I was saddened to read during Mom’s shiva that Rabbi Sacks had also passed away, but I did derive some comfort when I imagined how in the World to Come Mom would have such a great rabbi and scholar to answer all her questions.
This Yom Kippur I davened from Rabbi Sack’s exquisite machzor, and I was especially moved when I recited Yizkor for Mom and read the following accompanying commentary by Rabbi Sacks:
“Judaism gave two majestic ideas their greatest religious expression: memory and hope.
“Memory is our living connection to those who came before us. Hope is what we hand on to the generations yet to come.

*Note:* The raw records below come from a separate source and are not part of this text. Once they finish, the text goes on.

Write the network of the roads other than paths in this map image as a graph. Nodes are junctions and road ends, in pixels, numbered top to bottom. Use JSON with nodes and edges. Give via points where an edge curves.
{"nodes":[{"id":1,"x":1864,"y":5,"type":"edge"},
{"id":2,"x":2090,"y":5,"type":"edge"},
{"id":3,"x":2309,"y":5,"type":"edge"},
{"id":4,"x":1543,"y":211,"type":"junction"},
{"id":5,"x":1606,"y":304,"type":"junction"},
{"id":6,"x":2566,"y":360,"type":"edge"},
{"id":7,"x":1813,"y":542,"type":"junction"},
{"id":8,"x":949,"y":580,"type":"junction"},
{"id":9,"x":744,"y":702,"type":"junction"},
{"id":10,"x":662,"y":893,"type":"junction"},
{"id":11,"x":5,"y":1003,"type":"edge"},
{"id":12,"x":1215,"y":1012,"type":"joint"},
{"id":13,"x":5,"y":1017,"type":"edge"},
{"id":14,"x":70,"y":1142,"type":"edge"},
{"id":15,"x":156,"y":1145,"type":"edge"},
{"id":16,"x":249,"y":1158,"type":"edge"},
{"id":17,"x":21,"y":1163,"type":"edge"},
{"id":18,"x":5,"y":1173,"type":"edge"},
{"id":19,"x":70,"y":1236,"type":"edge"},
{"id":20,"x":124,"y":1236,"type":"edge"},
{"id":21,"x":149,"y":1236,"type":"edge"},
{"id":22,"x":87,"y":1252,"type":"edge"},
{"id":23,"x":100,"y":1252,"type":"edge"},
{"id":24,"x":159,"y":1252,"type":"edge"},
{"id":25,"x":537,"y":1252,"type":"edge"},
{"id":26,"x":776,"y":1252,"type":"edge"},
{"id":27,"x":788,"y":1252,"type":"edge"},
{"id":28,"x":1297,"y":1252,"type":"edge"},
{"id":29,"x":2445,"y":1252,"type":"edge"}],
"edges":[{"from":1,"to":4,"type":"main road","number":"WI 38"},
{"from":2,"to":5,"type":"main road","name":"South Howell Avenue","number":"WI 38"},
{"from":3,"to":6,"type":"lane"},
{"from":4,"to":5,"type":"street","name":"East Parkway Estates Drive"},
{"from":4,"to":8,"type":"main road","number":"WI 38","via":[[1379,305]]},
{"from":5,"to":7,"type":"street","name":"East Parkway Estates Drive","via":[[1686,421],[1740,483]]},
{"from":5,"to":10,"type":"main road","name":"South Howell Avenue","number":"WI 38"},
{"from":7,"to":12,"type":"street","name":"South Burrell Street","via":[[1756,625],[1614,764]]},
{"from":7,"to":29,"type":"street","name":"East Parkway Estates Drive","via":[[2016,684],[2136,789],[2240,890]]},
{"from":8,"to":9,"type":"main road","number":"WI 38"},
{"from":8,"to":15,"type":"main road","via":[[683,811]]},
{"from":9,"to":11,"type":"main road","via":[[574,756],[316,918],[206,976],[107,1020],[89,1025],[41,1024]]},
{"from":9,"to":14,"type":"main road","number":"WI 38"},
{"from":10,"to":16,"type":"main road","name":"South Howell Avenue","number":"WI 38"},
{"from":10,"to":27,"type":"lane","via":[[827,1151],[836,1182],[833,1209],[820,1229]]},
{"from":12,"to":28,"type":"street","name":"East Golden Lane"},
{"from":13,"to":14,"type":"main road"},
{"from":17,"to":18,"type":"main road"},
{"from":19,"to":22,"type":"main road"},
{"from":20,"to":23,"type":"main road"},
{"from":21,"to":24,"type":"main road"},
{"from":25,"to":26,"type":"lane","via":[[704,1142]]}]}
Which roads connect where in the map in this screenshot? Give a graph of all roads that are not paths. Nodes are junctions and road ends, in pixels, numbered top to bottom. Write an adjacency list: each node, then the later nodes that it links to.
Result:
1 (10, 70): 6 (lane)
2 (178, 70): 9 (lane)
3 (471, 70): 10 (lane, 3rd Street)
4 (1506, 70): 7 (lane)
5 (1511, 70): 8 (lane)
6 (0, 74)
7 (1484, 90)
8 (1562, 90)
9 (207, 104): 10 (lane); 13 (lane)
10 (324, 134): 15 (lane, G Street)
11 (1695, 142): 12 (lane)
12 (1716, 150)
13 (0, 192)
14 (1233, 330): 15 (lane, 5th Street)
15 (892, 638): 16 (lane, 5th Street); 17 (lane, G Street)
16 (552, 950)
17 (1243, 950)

“Those we remember live on in us: in words, gestures, a smile here, an act of kindness there, that we would not have done had that person not left their mark on our lives.”
This brought to mind the ways in which Mom lives on through me and my siblings. I carry on Mom’s passion for Jewish learning and Israel. My brother carries on her passion for social justice as a civil-rights lawyer. My sister carries on Mom’s tradition of sharing her gifts in a field where few women dare to tread as a chemistry professor. And all three of us carry on my mom’s dedication to family, marriage, and Judaism in our personal lives.
Rabbi Sacks’ continued:
“This is what Yizkor is: memory as a religious act of thanksgiving for a life that was, and that still sends its echoes and reverberations into the life that is.
“For when Jews remember, they do so for the future, the place where, if we are faithful to it, the past never dies.”